:: Exercise ::
All of the records below need to be returned exactly.

:: Entries supplied ::

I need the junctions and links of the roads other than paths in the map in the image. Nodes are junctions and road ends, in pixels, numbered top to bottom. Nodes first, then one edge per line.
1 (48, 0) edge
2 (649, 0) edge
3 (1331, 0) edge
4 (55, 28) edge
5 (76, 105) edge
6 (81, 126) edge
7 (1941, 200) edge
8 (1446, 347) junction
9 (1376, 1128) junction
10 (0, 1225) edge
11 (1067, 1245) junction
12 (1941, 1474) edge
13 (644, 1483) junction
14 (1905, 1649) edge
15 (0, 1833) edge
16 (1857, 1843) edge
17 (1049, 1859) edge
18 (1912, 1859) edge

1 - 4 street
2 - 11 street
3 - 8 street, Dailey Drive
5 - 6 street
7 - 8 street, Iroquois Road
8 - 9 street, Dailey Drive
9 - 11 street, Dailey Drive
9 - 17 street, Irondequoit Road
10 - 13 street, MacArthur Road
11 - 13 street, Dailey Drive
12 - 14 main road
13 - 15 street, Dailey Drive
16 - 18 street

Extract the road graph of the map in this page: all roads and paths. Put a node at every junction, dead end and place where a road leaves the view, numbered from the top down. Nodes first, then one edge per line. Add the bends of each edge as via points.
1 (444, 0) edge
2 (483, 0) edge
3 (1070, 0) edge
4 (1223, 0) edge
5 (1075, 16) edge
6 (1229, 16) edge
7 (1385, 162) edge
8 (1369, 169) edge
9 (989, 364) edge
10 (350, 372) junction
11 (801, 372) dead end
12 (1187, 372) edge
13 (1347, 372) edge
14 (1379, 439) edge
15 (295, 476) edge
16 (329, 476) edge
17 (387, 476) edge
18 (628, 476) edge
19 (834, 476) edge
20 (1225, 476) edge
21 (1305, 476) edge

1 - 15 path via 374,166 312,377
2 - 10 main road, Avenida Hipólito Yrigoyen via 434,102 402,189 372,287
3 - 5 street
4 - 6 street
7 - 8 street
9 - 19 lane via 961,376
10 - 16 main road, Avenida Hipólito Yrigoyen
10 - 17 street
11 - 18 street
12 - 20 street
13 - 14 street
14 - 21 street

:: Answer space ::
I need the junctions and links of the roads other than paths in the map in the image. Nodes are junctions and road ends, in pixels, numbered top to bottom. Nodes first, then one edge per line.
1 (48, 0) edge
2 (649, 0) edge
3 (1331, 0) edge
4 (55, 28) edge
5 (76, 105) edge
6 (81, 126) edge
7 (1941, 200) edge
8 (1446, 347) junction
9 (1376, 1128) junction
10 (0, 1225) edge
11 (1067, 1245) junction
12 (1941, 1474) edge
13 (644, 1483) junction
14 (1905, 1649) edge
15 (0, 1833) edge
16 (1857, 1843) edge
17 (1049, 1859) edge
18 (1912, 1859) edge

1 - 4 street
2 - 11 street
3 - 8 street, Dailey Drive
5 - 6 street
7 - 8 street, Iroquois Road
8 - 9 street, Dailey Drive
9 - 11 street, Dailey Drive
9 - 17 street, Irondequoit Road
10 - 13 street, MacArthur Road
11 - 13 street, Dailey Drive
12 - 14 main road
13 - 15 street, Dailey Drive
16 - 18 street

Extract the road graph of the map in this page: all roads and paths. Put a node at every junction, dead end and place where a road leaves the view, numbered from the top down. Nodes first, then one edge per line. Add the bends of each edge as via points.
1 (444, 0) edge
2 (483, 0) edge
3 (1070, 0) edge
4 (1223, 0) edge
5 (1075, 16) edge
6 (1229, 16) edge
7 (1385, 162) edge
8 (1369, 169) edge
9 (989, 364) edge
10 (350, 372) junction
11 (801, 372) dead end
12 (1187, 372) edge
13 (1347, 372) edge
14 (1379, 439) edge
15 (295, 476) edge
16 (329, 476) edge
17 (387, 476) edge
18 (628, 476) edge
19 (834, 476) edge
20 (1225, 476) edge
21 (1305, 476) edge

1 - 15 path via 374,166 312,377
2 - 10 main road, Avenida Hipólito Yrigoyen via 434,102 402,189 372,287
3 - 5 street
4 - 6 street
7 - 8 street
9 - 19 lane via 961,376
10 - 16 main road, Avenida Hipólito Yrigoyen
10 - 17 street
11 - 18 street
12 - 20 street
13 - 14 street
14 - 21 street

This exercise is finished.